Exactly what is Cloud Atlas? That would be telling, but it’s a mystery well worth making the journey to discover. It’s certainly one of the most ambitious tales to be tackled on the big screen in recent memory; a sprawling, staggering epic that steadfastly refuses to collapse under its own weight, despite a near-three hour running time. On the contrary, it dances through its multiple plots and time periods with a lightness that belies its complexity. It’s unlikely to shift The Matrix from the top spot of most people’s favourite Wachowski films, but it’s almost certainly bound to reward multiple viewings, something you’ll be keen to do as soon as possible.

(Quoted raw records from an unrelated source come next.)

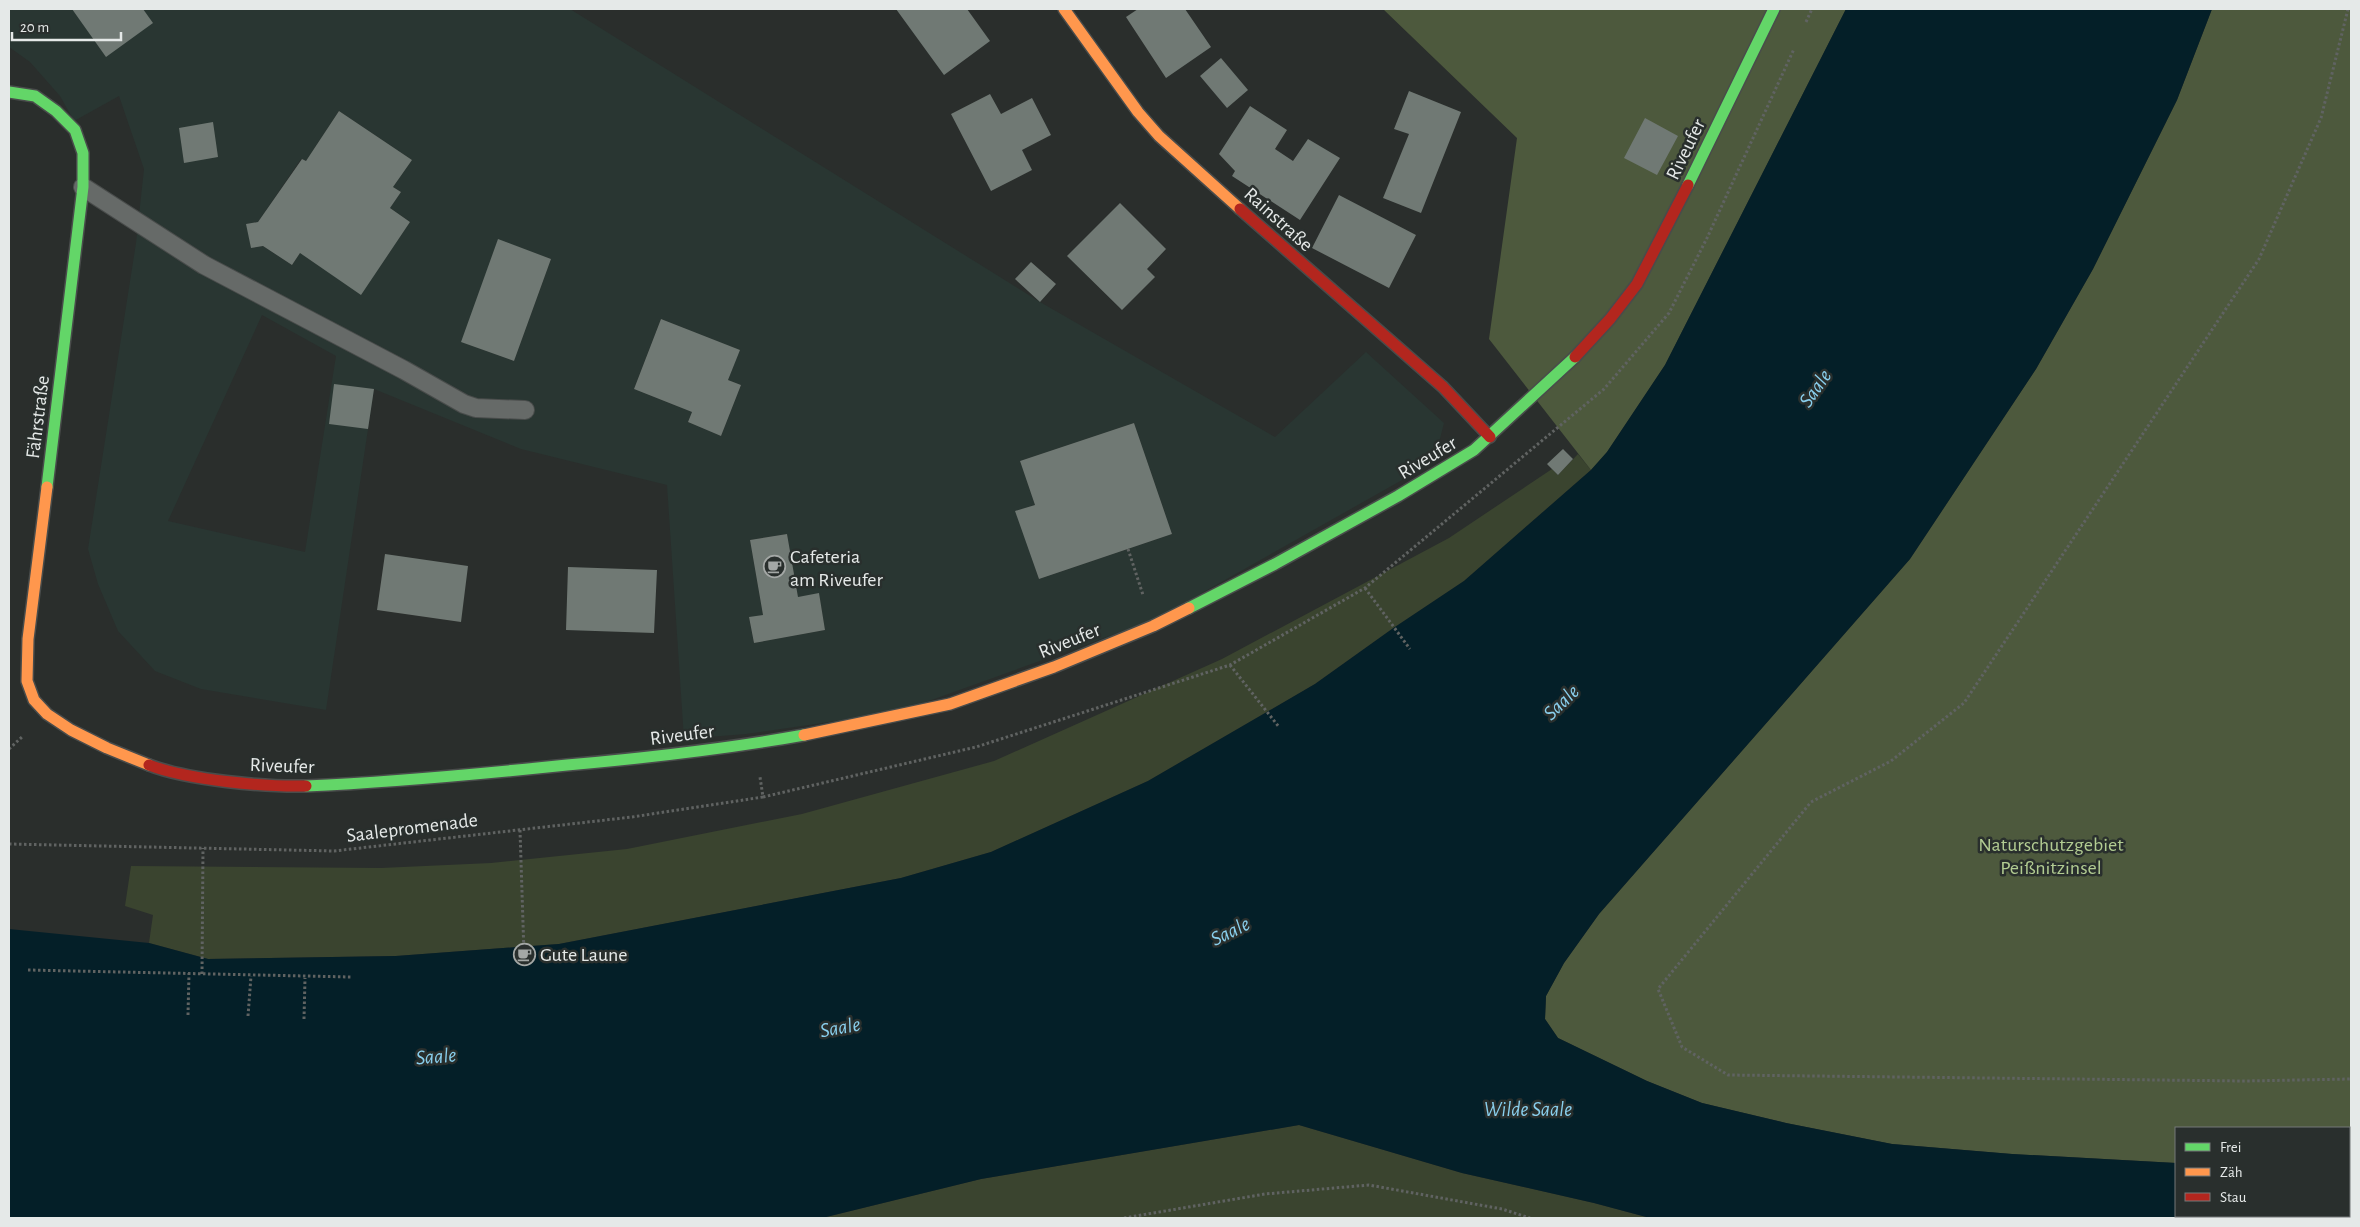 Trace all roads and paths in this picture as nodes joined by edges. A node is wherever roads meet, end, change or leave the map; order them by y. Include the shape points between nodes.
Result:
1 (1064, 9) edge
2 (1774, 9) edge
3 (2348, 9) edge
4 (9, 92) edge
5 (82, 187) junction
6 (525, 410) dead end
7 (1490, 437) junction
8 (1128, 549) dead end
9 (1365, 588) dead end
10 (1152, 626) junction
11 (1410, 649) dead end
12 (1230, 665) dead end
13 (1279, 727) dead end
14 (755, 744) junction
15 (107, 748) joint
16 (520, 830) junction
17 (9, 844) edge
18 (203, 848) junction
19 (524, 954) dead end
20 (28, 970) dead end
21 (189, 973) junction
22 (202, 974) junction
23 (251, 976) junction
24 (351, 977) dead end
25 (305, 978) junction
26 (188, 1015) dead end
27 (248, 1016) dead end
28 (304, 1019) dead end
29 (2351, 1079) edge
30 (1124, 1218) edge
31 (1530, 1218) edge

1 - 7 street, Rainstraße via 1159,136 1443,387
2 - 7 street, Riveufer via 1664,236 1637,284 1610,319 1572,359
3 - 29 path via 2321,118 2259,259 1964,704 1891,761 1811,802 1658,990 1682,1047 1728,1075
4 - 5 street, Fährstraße via 35,96 74,130 83,152
5 - 6 lane via 204,265 464,404 476,408
5 - 15 street, Fährstraße via 28,639 27,681 34,700 47,714
7 - 10 street, Riveufer via 1398,496 1275,564
8 - 10 path
9 - 11 path
10 - 14 street, Riveufer via 1054,667 950,704
12 - 13 path
14 - 15 street, Riveufer via 411,781 298,786 238,782 166,771
14 - 16 path, Saalepromenade via 763,797
16 - 18 path, Saalepromenade via 334,851
16 - 19 path
17 - 18 path, Saalepromenade
18 - 22 path
20 - 21 path
21 - 22 path
21 - 26 path
22 - 23 path
23 - 25 path
23 - 27 path
24 - 25 path
25 - 28 path
30 - 31 path via 1265,1194 1369,1185 1502,1209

Adapted from David Mitchell’s 2004 novel by writer-directors Lana Wachowski, Tom Tykwer and Andy Wachowski, the film is divided up into six stories taking place in six different times: 1849, 1936, 1973, 2012, 2144 and 2321. Briefly, the stories involve a tale of 19th century exploration; a forbidden love in 30s Britain; dirty goings on in the oil business in 70s San Francisco; a publisher on the run in present day London; revolution in futuristic Korea; and a bloody post-apocalyptic drama. Some of the characters in these stories are inspired by the actions of their predecessors in the earlier tales; one or two (Tom Hanks and Halle Berry) even suspect a connection with their past lives. The interweaving stories are all connected, albeit quite loosely; there are points of intersection, so although we’re constantly cutting from one strand to another, it’s done in a way that allows you to keep track quite easily of what’s going on, and a picture slowly emerges of what the story is trying to say.

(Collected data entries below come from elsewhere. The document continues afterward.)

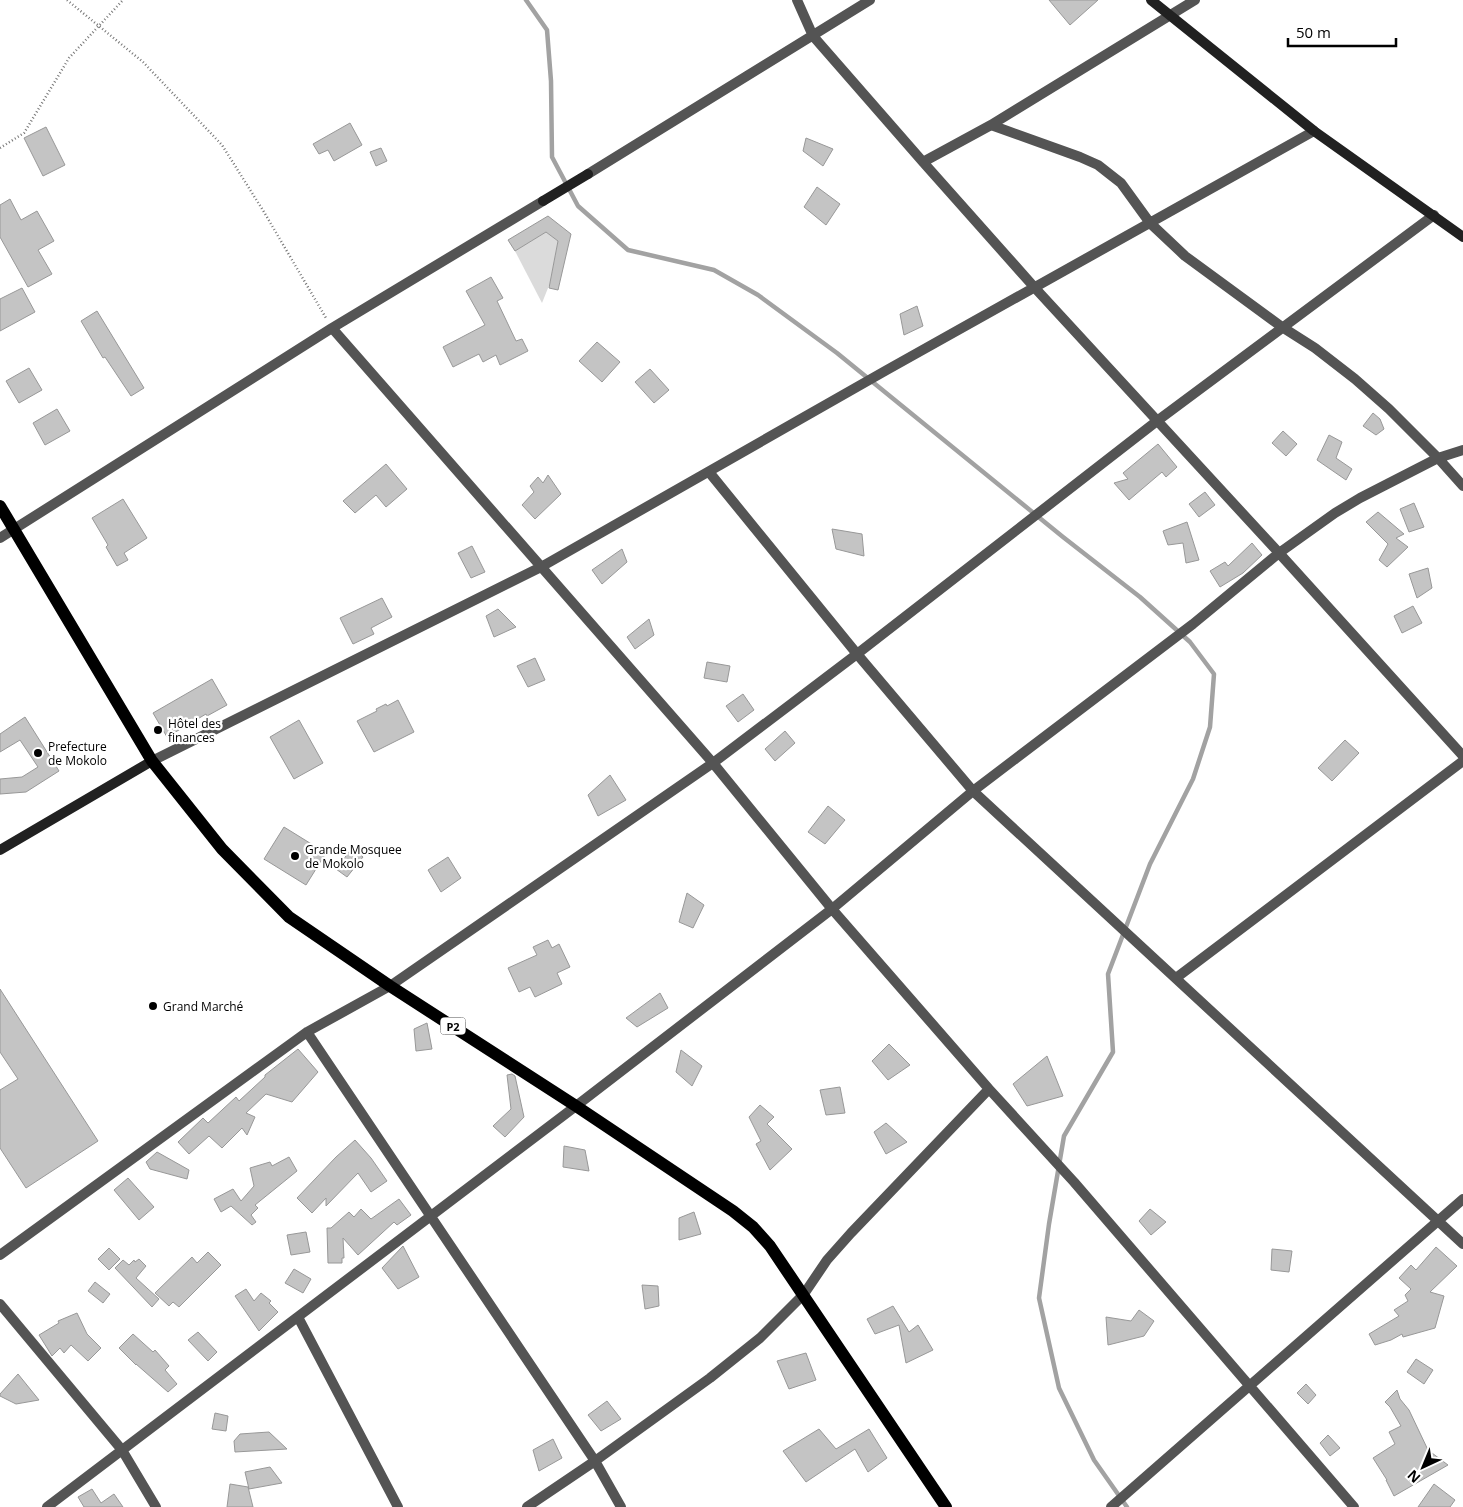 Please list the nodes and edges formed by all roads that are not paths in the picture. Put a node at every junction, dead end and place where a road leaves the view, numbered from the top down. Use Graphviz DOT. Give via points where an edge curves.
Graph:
graph roads {
  1 [pos="797,0"];
  2 [pos="870,0"];
  3 [pos="1151,0"];
  4 [pos="1194,0"];
  5 [pos="1169,14"];
  6 [pos="813,36"];
  7 [pos="991,125"];
  8 [pos="1314,130"];
  9 [pos="923,162"];
  10 [pos="1434,215"];
  11 [pos="1150,223"];
  12 [pos="1463,237"];
  13 [pos="1035,288"];
  14 [pos="1282,327"];
  15 [pos="332,328"];
  16 [pos="1157,421"];
  17 [pos="1463,450"];
  18 [pos="1438,458"];
  19 [pos="709,472"];
  20 [pos="1463,486"];
  21 [pos="0,506"];
  22 [pos="14,530"];
  23 [pos="0,538"];
  24 [pos="1279,553"];
  25 [pos="541,567"];
  26 [pos="857,654"];
  27 [pos="1463,756"];
  28 [pos="152,761"];
  29 [pos="1463,762"];
  30 [pos="712,763"];
  31 [pos="973,791"];
  32 [pos="0,850"];
  33 [pos="832,909"];
  34 [pos="1176,978"];
  35 [pos="390,986"];
  36 [pos="307,1032"];
  37 [pos="989,1089"];
  38 [pos="576,1106"];
  39 [pos="1463,1199"];
  40 [pos="430,1216"];
  41 [pos="1439,1222"];
  42 [pos="1463,1244"];
  43 [pos="0,1256"];
  44 [pos="804,1294"];
  45 [pos="0,1304"];
  46 [pos="298,1317"];
  47 [pos="1250,1386"];
  48 [pos="122,1450"];
  49 [pos="595,1461"];
  50 [pos="1112,1506"];
  51 [pos="47,1507"];
  52 [pos="156,1507"];
  53 [pos="398,1507"];
  54 [pos="527,1507"];
  55 [pos="621,1507"];
  56 [pos="946,1507"];
  57 [pos="1354,1507"];
  1 -- 6 [label="street"];
  2 -- 6 [label="street"];
  3 -- 5 [label="street"];
  4 -- 5 [label="street"];
  5 -- 7 [label="street"];
  5 -- 8 [label="street"];
  6 -- 9 [label="street"];
  6 -- 15 [label="street"];
  7 -- 9 [label="street"];
  7 -- 11 [label="street" via="1098,165 1121,182"];
  8 -- 10 [label="street"];
  8 -- 11 [label="street"];
  9 -- 13 [label="street"];
  10 -- 12 [label="street"];
  10 -- 14 [label="street"];
  11 -- 13 [label="street"];
  11 -- 14 [label="street" via="1185,256"];
  13 -- 16 [label="street"];
  13 -- 19 [label="street"];
  14 -- 16 [label="street"];
  14 -- 18 [label="street" via="1356,379"];
  15 -- 22 [label="street"];
  15 -- 25 [label="street"];
  16 -- 24 [label="street"];
  16 -- 26 [label="street"];
  17 -- 18 [label="street"];
  18 -- 20 [label="street"];
  18 -- 24 [label="street" via="1335,512"];
  19 -- 25 [label="street"];
  19 -- 26 [label="street"];
  21 -- 22 [label="main road, P2"];
  22 -- 23 [label="street"];
  22 -- 28 [label="main road, P2"];
  24 -- 27 [label="street"];
  24 -- 31 [label="street" via="1193,624"];
  25 -- 28 [label="street"];
  25 -- 30 [label="street"];
  26 -- 30 [label="street"];
  26 -- 31 [label="street"];
  28 -- 32 [label="street"];
  28 -- 35 [label="main road, P2" via="222,849 289,917"];
  29 -- 34 [label="street"];
  30 -- 33 [label="street"];
  30 -- 35 [label="street"];
  31 -- 33 [label="street"];
  31 -- 34 [label="street"];
  33 -- 37 [label="street"];
  33 -- 38 [label="street"];
  34 -- 41 [label="street"];
  35 -- 36 [label="street"];
  35 -- 38 [label="main road, P2"];
  36 -- 40 [label="street"];
  36 -- 43 [label="street"];
  37 -- 44 [label="street" via="851,1233"];
  37 -- 47 [label="street"];
  38 -- 40 [label="street"];
  38 -- 44 [label="main road, P2" via="753,1227"];
  39 -- 41 [label="street"];
  40 -- 46 [label="street"];
  40 -- 49 [label="street"];
  41 -- 42 [label="street"];
  41 -- 47 [label="street"];
  44 -- 49 [label="street" via="760,1338 710,1378"];
  44 -- 56 [label="main road, P2"];
  45 -- 48 [label="street"];
  46 -- 48 [label="street"];
  46 -- 53 [label="street"];
  47 -- 50 [label="street"];
  47 -- 57 [label="street"];
  48 -- 51 [label="street"];
  48 -- 52 [label="street"];
  49 -- 54 [label="street"];
  49 -- 55 [label="street"];
}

You’d be forgiven for not warming to Cloud Atlas in its early stages. There’s a lot going on and it takes a little while to acclimatise to the sheer scale of the piece, never mind the fact that stars like Tom Hanks, Halle Berry and Hugh Grant play multiple roles across multiple time periods and have rarely looked sillier (take a bow Hugo Weaving, thoroughly enjoying himself as an evil Mrs. Doubtfire). Weirdly, Howard from TV's Last of the Summer Wine also turns up as - what else? - a daffy OAP. It feels like anything could happen, which is a delightfully refreshing sensation in itself. It helps that the cast are all on strong form (yes, even old Howard). If Hanks shines the brightest then it’s because, as good as his performances are, he also has the strongest array of characters. Even his Irish hardman routine impresses.

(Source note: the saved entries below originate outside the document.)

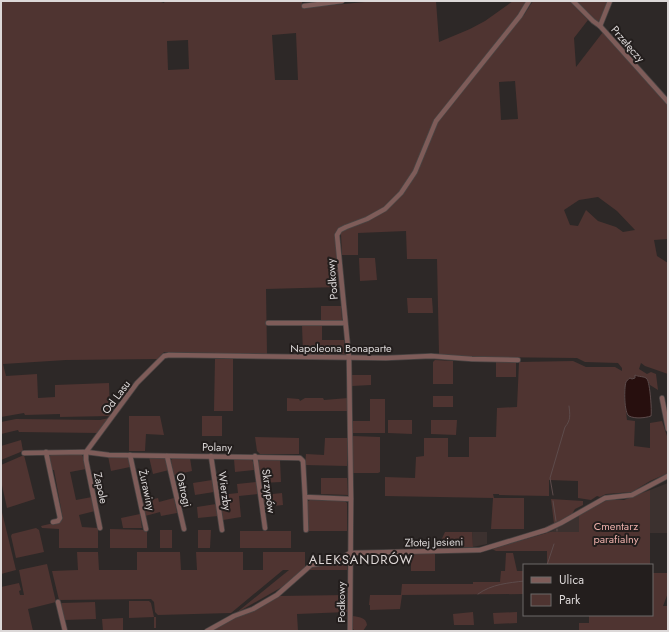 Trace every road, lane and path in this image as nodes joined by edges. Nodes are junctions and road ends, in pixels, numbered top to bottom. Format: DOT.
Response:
graph roads {
  1 [pos="342,1"];
  2 [pos="529,1"];
  3 [pos="573,1"];
  4 [pos="610,1"];
  5 [pos="304,6"];
  6 [pos="600,26"];
  7 [pos="668,101"];
  8 [pos="268,323"];
  9 [pos="345,323"];
  10 [pos="164,356"];
  11 [pos="349,358"];
  12 [pos="518,360"];
  13 [pos="662,398"];
  14 [pos="667,421"];
  15 [pos="668,429"];
  16 [pos="46,452"];
  17 [pos="86,452"];
  18 [pos="24,453"];
  19 [pos="130,455"];
  20 [pos="167,456"];
  21 [pos="211,456"];
  22 [pos="255,456"];
  23 [pos="668,476"];
  24 [pos="304,497"];
  25 [pos="351,499"];
  26 [pos="53,522"];
  27 [pos="100,528"];
  28 [pos="265,528"];
  29 [pos="146,529"];
  30 [pos="184,529"];
  31 [pos="222,530"];
  32 [pos="306,530"];
  33 [pos="350,552"];
  34 [pos="58,602"];
  35 [pos="65,631"];
  36 [pos="207,631"];
  37 [pos="350,631"];
  1 -- 5 [label="street"];
  2 -- 9 [label="street, Podkowy"];
  3 -- 6 [label="street, Przełęczy"];
  4 -- 6 [label="street"];
  6 -- 7 [label="street, Przełęczy"];
  8 -- 9 [label="street"];
  9 -- 11 [label="street, Podkowy"];
  10 -- 11 [label="street, Napoleona Bonaparte"];
  10 -- 17 [label="street, Od Lasu"];
  11 -- 12 [label="street, Napoleona Bonaparte"];
  11 -- 25 [label="street, Podkowy"];
  13 -- 14 [label="street"];
  14 -- 15 [label="street"];
  16 -- 17 [label="street, Polany"];
  16 -- 18 [label="street, Polany"];
  16 -- 26 [label="street"];
  17 -- 19 [label="street, Polany"];
  17 -- 27 [label="street, Zapole"];
  19 -- 20 [label="street, Polany"];
  19 -- 29 [label="street, Żurawiny"];
  20 -- 21 [label="street, Polany"];
  20 -- 30 [label="street, Ostrogi"];
  21 -- 22 [label="street, Polany"];
  21 -- 31 [label="street, Wierzby"];
  22 -- 24 [label="street, Polany"];
  22 -- 28 [label="street, Skrzypów"];
  23 -- 33 [label="street, Złotej Jesieni"];
  24 -- 25 [label="street"];
  24 -- 32 [label="street"];
  25 -- 33 [label="street, Podkowy"];
  33 -- 36 [label="street, Złotej Jesieni"];
  33 -- 37 [label="street, Podkowy"];
  34 -- 35 [label="street"];
}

The bewildering range of genres on display also delights. There’s science-fiction action, historical drama, conspiracy thriller, familial relationships, comedy, religious allegory, philosophical thought-piece - they are all here. Each strand captivates in its own way. That three hour running time? Don’t worry, it flies by. The Neo Seoul episode with Jim Sturgess (looking not unlike Keanu Reeves) and Doona Bae offers plenty of Matrix-lite action in amongst Blade Runner-esque cityscapes, while the tender romance between Ben Whishaw’s young composer and Cambridge undergraduate James D'Arcy is beautifully poignant. Jim Broadbent’s publisher on the run in the present day is broadly played for laughs, though the the pay-off is slightly anti-climactic. And then there’s the Apocalypto-style drama in the distant future, with its weird, degenerate English dialogue and voodoo hallucinations. It might be easier to list elements that Cloud Atlas DOESN’T have, such is its melting pot approach.
As to what it all means, well, that’s a tricky one. It plays with the principle of causality, illustrating how one seemingly insignificant event in the past can result in extraordinary events further down the line. But the narrative goes deeper than that, suggesting that perhaps people (or souls) are fated to meet or even reunite in different bodies. How much you want to read into the story is up to you, but Cloud Atlas is at least cinematic in its attempt to adapt the ambitious source material: not only does Frank Griebe and John Toll’s cinematography look great (bar a few obviously CGI-ed backdrops), but the cutting between stories is slick and well judged, staying with each strand long enough to draw the audience in and allow the plot parallels and connections to emerge before hopping elsewhere. Cloud Atlas may not be to everyone’s taste, but it dreams big and is all the more welcome for that.